イチの奇怪な悲鳴に、ようやくじゃがいもに戻した視線をとっさに上げる。
松風一威
松風一威
ききき、切ってはないけど……
イチの前のまな板にはズッキーニの不揃いな輪切り。これでも切りやすい野菜を指定したつもりなんだけど。
桜木 蒼
桜木 蒼
もうちょっと素直になってよイチ。そうしないとほんとに指まで切ることになるよ?
わたしは握っていた包丁を置き、カウンターを回ってイチの隣に立った。
桜木 蒼
桜木 蒼
包丁の持ち方はこうだよ。ちゃんと柄の根元をしっかり握るの。野菜を押さえる左手は添える感じで──
松風一威
松風一威
あぶねーって蒼! 包丁のそんな近くに指を
桜木 蒼
桜木 蒼
怖がって遠くを押さえるから、ズッキーニが安定しなくてゆらゆら動いちゃうんだよ。押さえる手の形は軽いグー。こうだよ
背後にまわり、イチの両手を、野菜を切る定型に形作り、上からわたしの両手で押さえた。
松風一威
松風一威
ちょ、やめ……。こんな近く……密着やばい
桜木 蒼
桜木 蒼
刃の平は、押さえの指に密着させるイメージなのよ。刃先が怖くて包丁が使えるかっての
松風一威
松風一威
いや、そういう意味じゃ……
これくらいのことにフォネツのトップが怖がってまったく! イチの頰がふだんちょっと見ないくらいのさくら色に上気している。
桜木 蒼
桜木 蒼
大丈夫、怖くないってば
松風一威
松風一威
おおおお、おう
イチは美和ちゃんが夜勤だと、その時々の自分の仲間──中学時代の派手メンツや今ならフォネツ──を呼んで、一緒にご飯を食べたがるのだ。それは中学二年からのことだから、自分ひとりで料理する機会もない。夜勤の時の料理はわたし頼みだ。

中学の時は人数も少なかったからわたしひとりでがーっと作っていたけど、高校に入ったら女子まで仲間に加わり、多い時だと十人を超える。

これからも続けるつもりなら、イチにも一人前の戦力になってほしい。

イチはわたしとおなじで早くに父親を亡くし、看護師をしているお母さんひとりに育てられている。勤務先が大学病院の美和ちゃんは、仕事の時間が不規則で、こうやって休日の午後から夜遅くにかけて勤務のことがたまにある。三交代制の準夜勤だ。

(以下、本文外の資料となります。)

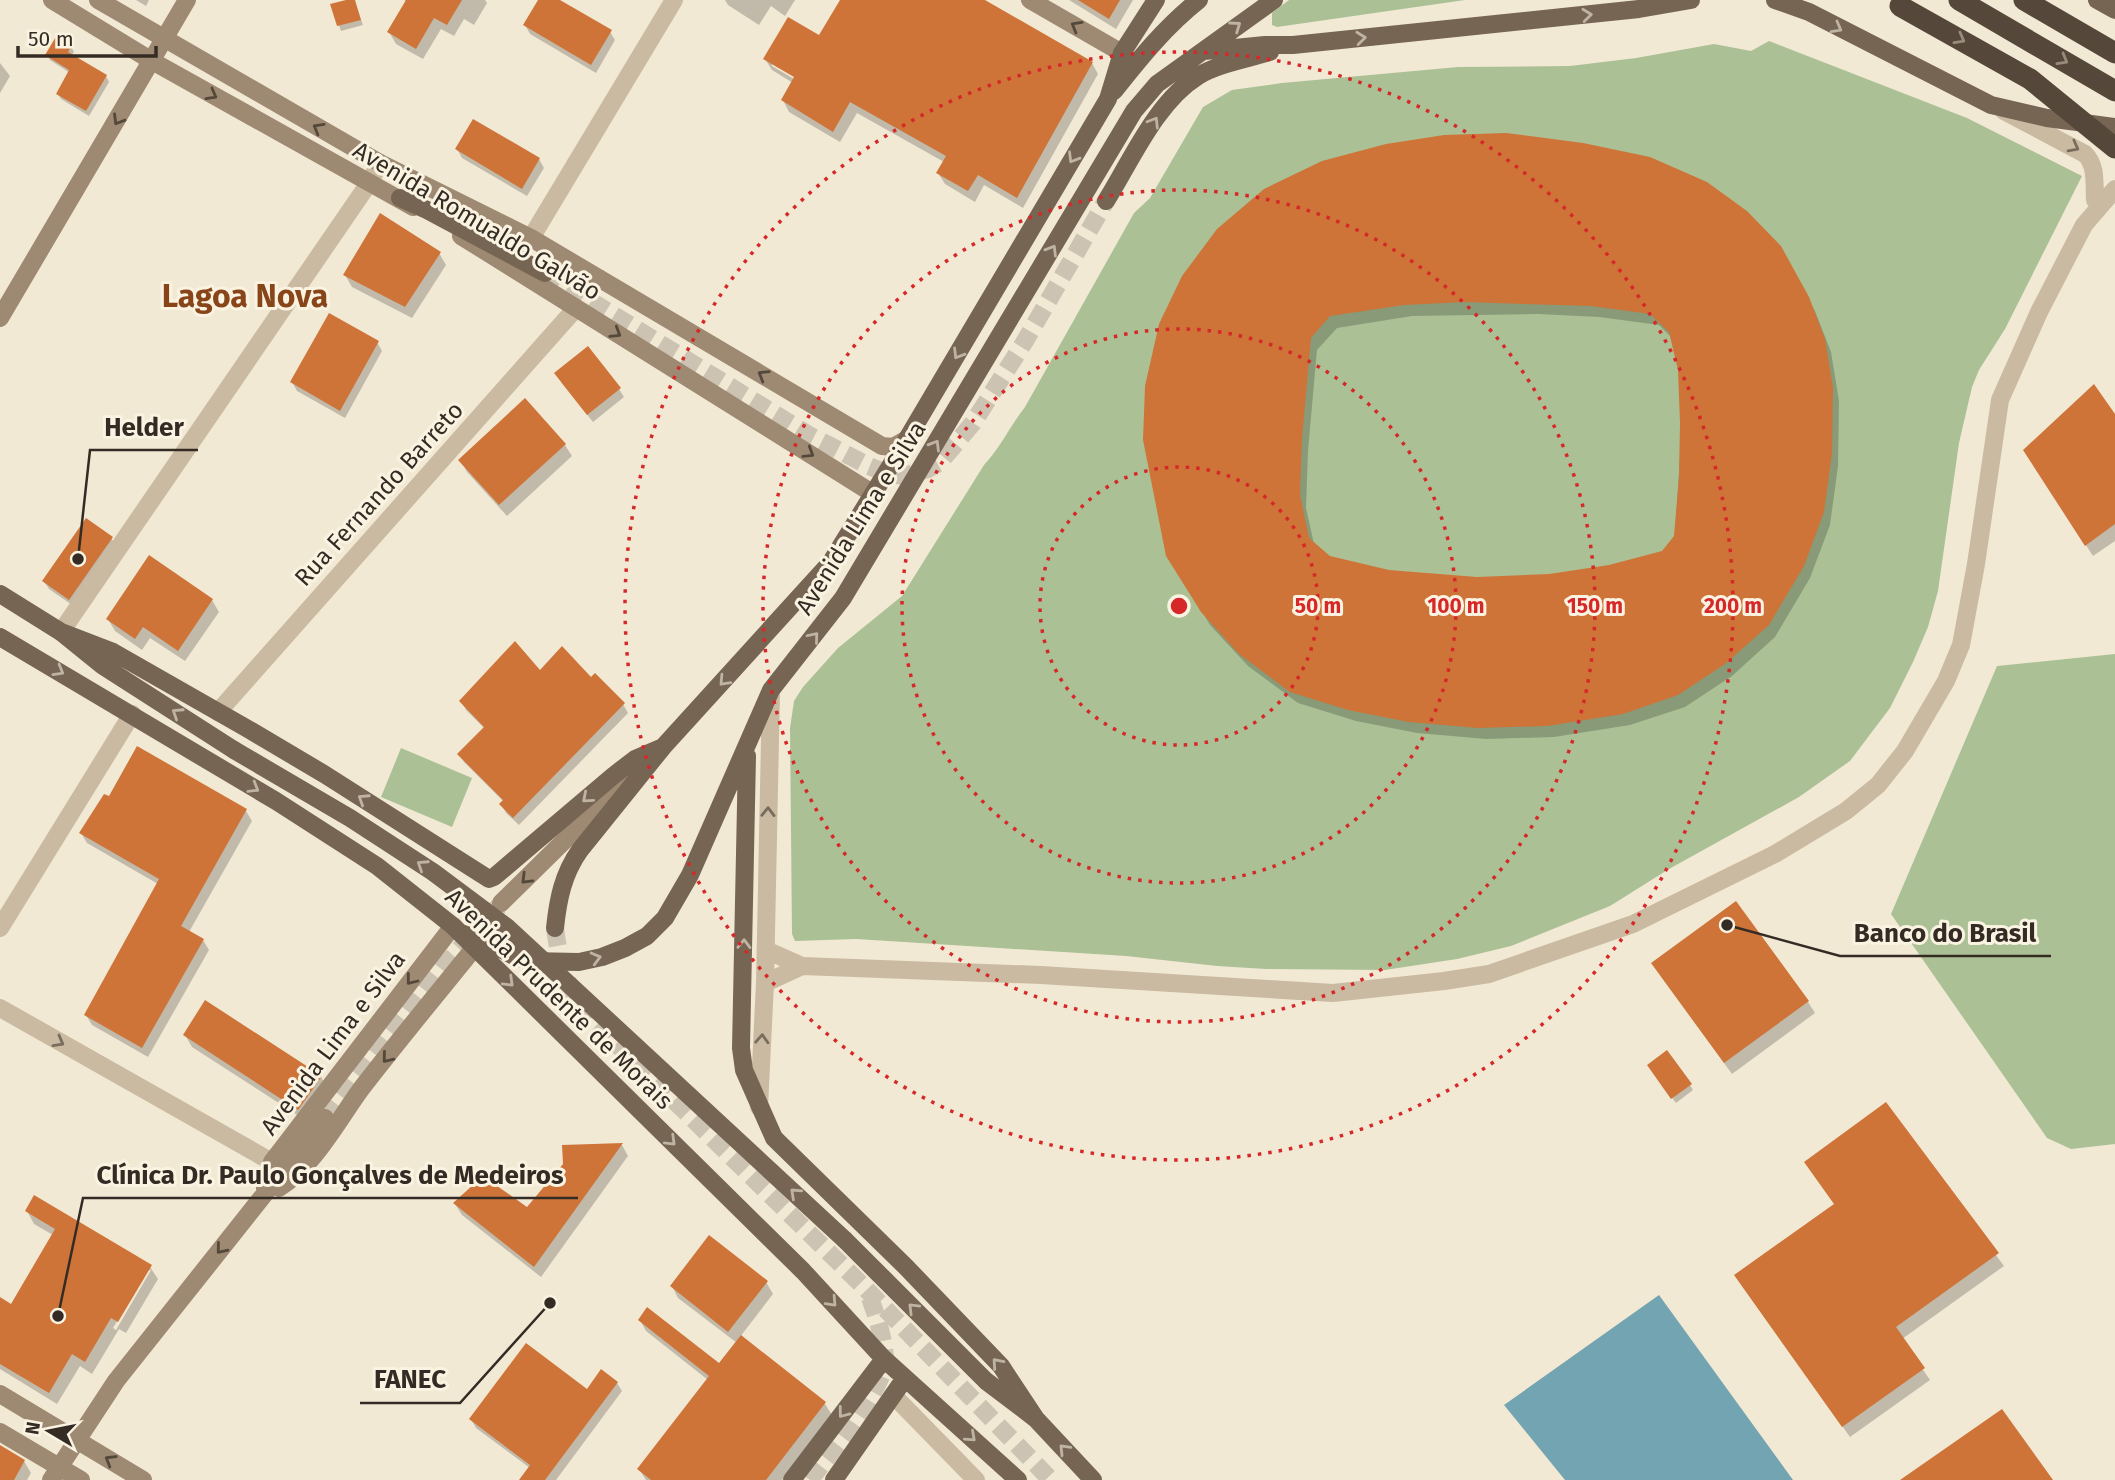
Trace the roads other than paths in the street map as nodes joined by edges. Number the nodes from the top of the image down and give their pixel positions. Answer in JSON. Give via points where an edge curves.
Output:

美和ちゃんとはイチのお母さんのことだ。物心ついた時からうちのお母さんが美和とか美和ちゃんと呼ぶから、それで定着してしまった。ちなみにイチはうちのお母さんのことをミミちゃんと呼ぶ。わが母、桜木三美子四十三歳。

どうしてこんなに詳しいのかって、うちのお母さんも美和ちゃんが勤める病院で、看護師をしているからだ。二人は看護学生時代からの親友だ。